Forse avevamo perso di vista la logica interna di una carriera pur eccentrica e fluttuante come quella di Spike Lee: di come dall'epoca della provocazione militante era passata a quella del messaggio ambizioso e quasi accademico di MALCOLM X, quindi alle contraddizioni ma pure alle riflessioni mature dello sfortunato CLOCKERS. E, via di seguito, fino alla generosità disordinata ma impegnata del paradossale, e regolarmente sottovalutato SUMMER OF SAM. Fino al capolavoro, LA 25MA ORA, cronaca delle ultime ventiquattr'ore di libertà di uno spacciatore; ma, soprattutto, primo vero ritratto, melanconico, lucido e preveggente della New York del dopo 11 di settembre. Spike Lee è da sempre il cineasta dell'istante presente, della fisicità e della dinamica; assai meno quello della costruzione accurata, della conseguenza temporale.
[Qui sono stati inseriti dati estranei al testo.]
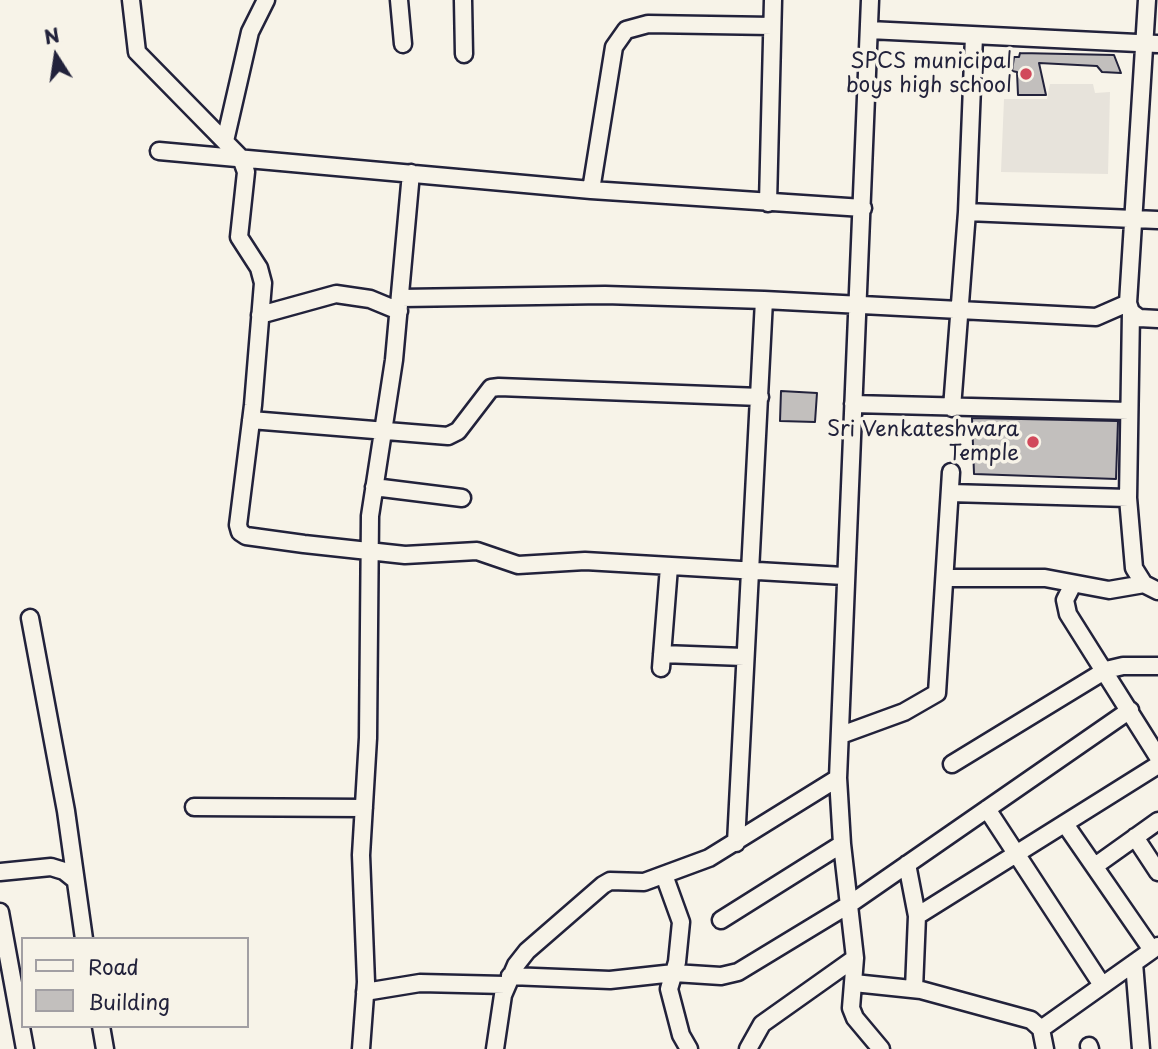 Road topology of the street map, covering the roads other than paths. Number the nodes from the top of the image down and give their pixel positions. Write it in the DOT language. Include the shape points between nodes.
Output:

Tutto ciò serve a spiegare il perché della riuscita di un film ingessato, ma in definitiva solo apparentemente nella disciplina degli schemi di genere come INSIDE MAN. Che permette al regista di non rinunciare a quelle sue prime prerogative: ma che gli impone di adeguarsi alle seconde. E innanzitutto alla grande idea dell'ideatore della rapina, che è poi come dire dell'inventore della sceneggiatura, l'esordiente Russell Gerwitz: far indossare agli ostaggi dell'operazione, alla gente comune, alla brava e malcapitata gente, gli stessi indumenti - delle tute da lavoro - sotto i quali si celano i malfattori. Burloni o criminali, vittime o carnefici? La stessa, identica maschera che impedisce alle fisionomie, ma non solo a quelle, di rivelarsi finirà per confondere, con tragicomici e addirittura farseschi risultati le forze dell'ordine. Come pure, con un'ambiguità d'intensità e utilità crescente, gli interrogativi che, sotto la vernice dell'azione e dell'humour, il film riuscirà a sollevare.

Da un lato il rigore e la tensione del cinema esplicitamente riferito, quello del Sidney Lumet di QUEL POMERIGGIO DI UN GIORNO DA CANI. Dall'altro, la destabilizzazione di una vicenda a scatole cinesi che progressivamente s'investe nel paradosso; a cominciare da quello che i rapinatori sembrano disinteressarsi del tutto dei soldi contenuti nei forzieri. Da quel disorientamento generale INSIDE MAN non cava allora soltanto le ragioni di uno script funzionalmente astuto: ma la stessa inquietudine, l'eco di un malessere generalizzato nella New York multietnica ma ormai razzista (con l'indiano con il turbante al quale danno dell'Arabo) che aveva fatto grande LA 25MA ORA. La confusione, ma pure l'ossessione nel distinguere il bene dal male dell'America delle guerre preventive, l'incertezza che si insinua nei discendenti dei pionieri giusti e degli artefici illuminati del melting pot nel sapere distinguere fra il bene e il male. Sotto la stravaganza della situazione, grazie ad una originale costruzione in “flash forward” che ci fa preventivamente assistere agli (inutili) interrogatori chiarificatori che avverranno a rapina conclusa, ad una regia tradizionalmente nervosa, ipersensibile e creativa, a degli attori impareggiabilmente complici, ai dialoghi ed alle musiche sempre pimpanti Lee trasforma la banalità in amoralità; operazione oltre che dilettevole sicuramente istruttiva.